Alessandra Eramo (1982 Taranto, Italy) is a Berlin-based artist, vocalist and composer who works primarily with voice and noise. She creates performance pieces, text-sound compositions, videos, drawings and site-specific installations. Co-founder of “Corvo Records — vinyl & sound art production”. Member of the group “Errant Bodies — Sound Art Space” in Berlin.
Parasite 2.0 was founded in 2010 by Stefano Colombo, Eugenio Cosentino and Luca Marullo. They investigate the status of human habitat from the margins of conventional practice, acting within a hybrid of architecture, art, design and social sciences. They are the 2016 winners of YAP MAXXI.
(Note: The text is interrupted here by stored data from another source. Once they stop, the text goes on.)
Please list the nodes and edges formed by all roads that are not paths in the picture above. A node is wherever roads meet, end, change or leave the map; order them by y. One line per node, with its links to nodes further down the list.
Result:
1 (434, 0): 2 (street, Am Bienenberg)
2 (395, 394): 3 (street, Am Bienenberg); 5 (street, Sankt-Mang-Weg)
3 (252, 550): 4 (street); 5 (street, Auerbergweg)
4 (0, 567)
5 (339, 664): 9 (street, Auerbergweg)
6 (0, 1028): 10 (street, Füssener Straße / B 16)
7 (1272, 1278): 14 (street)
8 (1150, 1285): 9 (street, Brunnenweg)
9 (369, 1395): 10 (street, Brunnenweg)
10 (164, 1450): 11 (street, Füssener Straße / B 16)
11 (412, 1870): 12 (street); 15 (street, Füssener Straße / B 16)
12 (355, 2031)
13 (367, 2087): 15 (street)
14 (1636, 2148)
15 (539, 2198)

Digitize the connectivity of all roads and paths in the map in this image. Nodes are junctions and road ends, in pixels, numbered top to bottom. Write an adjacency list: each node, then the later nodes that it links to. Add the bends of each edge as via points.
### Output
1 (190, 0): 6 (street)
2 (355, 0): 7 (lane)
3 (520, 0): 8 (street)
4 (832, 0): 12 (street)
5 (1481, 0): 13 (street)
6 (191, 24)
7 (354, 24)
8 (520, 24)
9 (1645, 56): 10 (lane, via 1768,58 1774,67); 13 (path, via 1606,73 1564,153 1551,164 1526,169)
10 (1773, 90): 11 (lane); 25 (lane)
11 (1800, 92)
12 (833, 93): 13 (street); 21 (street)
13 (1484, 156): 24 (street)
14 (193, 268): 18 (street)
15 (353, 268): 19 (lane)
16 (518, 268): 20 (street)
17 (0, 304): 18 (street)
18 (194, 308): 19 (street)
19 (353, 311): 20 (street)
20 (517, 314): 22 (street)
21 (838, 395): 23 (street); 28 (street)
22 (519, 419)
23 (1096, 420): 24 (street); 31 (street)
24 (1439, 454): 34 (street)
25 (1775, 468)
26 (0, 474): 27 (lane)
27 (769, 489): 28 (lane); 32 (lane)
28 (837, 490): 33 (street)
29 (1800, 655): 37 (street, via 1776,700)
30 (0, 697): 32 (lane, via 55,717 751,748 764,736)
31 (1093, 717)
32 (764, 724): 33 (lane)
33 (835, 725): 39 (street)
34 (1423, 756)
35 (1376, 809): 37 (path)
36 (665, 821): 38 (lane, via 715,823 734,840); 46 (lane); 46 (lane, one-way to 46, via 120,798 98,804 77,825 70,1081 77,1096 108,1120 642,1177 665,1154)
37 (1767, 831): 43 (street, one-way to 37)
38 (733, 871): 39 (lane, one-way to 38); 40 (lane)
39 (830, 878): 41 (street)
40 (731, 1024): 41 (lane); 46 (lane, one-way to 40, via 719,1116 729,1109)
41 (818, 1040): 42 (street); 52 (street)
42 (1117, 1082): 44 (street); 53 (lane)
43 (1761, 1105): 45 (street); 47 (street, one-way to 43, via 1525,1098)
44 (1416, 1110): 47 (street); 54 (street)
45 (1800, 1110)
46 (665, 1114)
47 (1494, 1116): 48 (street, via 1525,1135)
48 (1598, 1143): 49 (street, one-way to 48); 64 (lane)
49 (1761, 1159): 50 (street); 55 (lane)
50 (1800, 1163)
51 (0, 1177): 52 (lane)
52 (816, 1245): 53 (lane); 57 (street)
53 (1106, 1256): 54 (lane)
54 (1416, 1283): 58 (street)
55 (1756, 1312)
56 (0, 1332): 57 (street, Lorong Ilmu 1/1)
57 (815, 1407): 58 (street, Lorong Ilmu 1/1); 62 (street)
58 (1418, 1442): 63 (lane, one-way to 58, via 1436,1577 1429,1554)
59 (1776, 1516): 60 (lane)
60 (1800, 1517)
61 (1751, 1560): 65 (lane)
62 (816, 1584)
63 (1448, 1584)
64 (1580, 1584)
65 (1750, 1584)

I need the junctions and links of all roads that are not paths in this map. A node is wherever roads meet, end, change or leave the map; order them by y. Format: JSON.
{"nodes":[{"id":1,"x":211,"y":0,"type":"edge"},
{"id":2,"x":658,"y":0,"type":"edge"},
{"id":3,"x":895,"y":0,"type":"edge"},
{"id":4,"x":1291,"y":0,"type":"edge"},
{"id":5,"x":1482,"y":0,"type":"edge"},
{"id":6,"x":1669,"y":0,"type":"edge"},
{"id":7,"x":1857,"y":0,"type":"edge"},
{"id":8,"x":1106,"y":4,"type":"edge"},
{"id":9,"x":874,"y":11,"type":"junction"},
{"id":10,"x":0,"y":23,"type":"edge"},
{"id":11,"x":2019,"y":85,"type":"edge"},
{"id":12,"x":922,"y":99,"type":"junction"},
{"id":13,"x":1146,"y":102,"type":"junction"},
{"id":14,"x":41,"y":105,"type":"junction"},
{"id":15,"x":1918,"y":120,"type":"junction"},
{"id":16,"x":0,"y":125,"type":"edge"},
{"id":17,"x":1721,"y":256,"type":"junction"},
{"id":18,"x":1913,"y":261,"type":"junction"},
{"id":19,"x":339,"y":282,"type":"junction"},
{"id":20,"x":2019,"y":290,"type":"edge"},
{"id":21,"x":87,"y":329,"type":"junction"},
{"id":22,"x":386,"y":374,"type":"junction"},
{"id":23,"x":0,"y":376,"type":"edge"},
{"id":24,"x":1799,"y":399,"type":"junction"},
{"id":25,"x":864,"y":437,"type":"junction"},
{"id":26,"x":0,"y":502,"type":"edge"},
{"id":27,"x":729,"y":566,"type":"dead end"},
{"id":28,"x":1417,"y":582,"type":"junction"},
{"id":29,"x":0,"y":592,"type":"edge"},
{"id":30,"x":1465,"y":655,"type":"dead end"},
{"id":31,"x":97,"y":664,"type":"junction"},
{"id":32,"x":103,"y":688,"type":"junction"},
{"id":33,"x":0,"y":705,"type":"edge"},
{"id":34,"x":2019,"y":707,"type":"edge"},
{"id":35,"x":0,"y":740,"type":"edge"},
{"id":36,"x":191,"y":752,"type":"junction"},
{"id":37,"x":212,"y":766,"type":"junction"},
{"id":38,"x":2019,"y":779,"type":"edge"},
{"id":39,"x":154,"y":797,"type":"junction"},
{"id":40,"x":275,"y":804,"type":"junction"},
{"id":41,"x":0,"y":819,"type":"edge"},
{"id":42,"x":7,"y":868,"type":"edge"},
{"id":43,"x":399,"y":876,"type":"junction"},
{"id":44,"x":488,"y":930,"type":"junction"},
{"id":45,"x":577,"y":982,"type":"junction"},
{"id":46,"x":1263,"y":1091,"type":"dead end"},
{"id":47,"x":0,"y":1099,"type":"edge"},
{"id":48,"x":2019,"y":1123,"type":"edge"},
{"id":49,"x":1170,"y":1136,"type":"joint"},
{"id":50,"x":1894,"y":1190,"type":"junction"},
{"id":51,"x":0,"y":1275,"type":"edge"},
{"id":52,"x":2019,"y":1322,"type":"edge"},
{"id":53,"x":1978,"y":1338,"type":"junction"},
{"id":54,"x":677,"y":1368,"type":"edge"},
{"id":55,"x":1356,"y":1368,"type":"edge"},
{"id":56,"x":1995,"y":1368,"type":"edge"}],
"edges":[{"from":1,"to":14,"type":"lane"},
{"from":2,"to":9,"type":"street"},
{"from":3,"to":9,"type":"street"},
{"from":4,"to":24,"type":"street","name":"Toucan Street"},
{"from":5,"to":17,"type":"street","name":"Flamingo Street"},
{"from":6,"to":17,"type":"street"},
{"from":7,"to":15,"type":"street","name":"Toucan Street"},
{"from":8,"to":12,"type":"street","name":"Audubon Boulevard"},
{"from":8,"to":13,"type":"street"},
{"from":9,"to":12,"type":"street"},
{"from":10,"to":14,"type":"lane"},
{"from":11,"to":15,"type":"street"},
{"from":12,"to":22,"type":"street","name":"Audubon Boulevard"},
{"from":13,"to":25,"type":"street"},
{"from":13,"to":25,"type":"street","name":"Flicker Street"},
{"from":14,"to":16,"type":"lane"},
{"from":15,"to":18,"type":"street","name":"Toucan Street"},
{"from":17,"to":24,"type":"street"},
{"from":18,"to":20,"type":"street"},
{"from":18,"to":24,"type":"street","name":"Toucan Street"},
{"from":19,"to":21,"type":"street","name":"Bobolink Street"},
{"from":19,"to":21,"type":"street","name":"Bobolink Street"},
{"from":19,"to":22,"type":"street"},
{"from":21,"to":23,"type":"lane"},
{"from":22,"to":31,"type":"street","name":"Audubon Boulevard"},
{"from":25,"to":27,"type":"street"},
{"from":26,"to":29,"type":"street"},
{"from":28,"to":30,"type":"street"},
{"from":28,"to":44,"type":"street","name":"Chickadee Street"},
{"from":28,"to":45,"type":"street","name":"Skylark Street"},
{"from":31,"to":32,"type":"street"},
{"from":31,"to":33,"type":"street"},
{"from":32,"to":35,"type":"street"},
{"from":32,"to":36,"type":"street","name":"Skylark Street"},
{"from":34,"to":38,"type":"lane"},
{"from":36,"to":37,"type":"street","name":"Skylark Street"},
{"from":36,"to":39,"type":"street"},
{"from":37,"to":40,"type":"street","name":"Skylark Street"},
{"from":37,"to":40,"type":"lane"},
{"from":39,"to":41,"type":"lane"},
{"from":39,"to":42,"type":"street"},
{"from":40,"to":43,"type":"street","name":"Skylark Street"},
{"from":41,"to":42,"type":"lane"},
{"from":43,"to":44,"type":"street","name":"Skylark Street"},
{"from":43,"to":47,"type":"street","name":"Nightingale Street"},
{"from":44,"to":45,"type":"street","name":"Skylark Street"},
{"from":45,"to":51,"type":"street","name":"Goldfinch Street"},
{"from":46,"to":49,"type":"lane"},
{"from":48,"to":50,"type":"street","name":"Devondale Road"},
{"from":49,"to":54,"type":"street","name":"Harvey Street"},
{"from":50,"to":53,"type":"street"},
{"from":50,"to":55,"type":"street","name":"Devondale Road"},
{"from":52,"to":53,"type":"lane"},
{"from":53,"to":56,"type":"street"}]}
Delphine Reist Born in Sion (Switzerland) in 1970, she lives and works in Geneva. She currently teaches at the HEAD in Geneva. In her shows, Delphine Reist presents all sorts of things which work all on their own: vehicles and tools which start unaided, sinks turned into fountains, office chairs and flags which revolve on their own axis. These works have been exhibited at the Palais de Tokyo (Paris), Mamco (Geneva), the Centre Georges Pompidou (Paris).
Laurent Faulon Lives and works in Geneva. The artistic practice of Laurent Faulon is highly contextualized and transient. His works have been exhibited at Fondation Cartier (1988), Mamco in Geneva (2006), MACRO in Rome (2012), Stadtgalerie Saarbrücken (2013).
Stefano Canto is an Italian artist based in Rome. His artistic practice centers around the semantics of the object and its context. His work has been exhibited internationally including at the Dakar Biennale (Senegal 2016), American Academy in Rome (2015), MACRO Rome (2012), MAXXI Museum Rome (2009).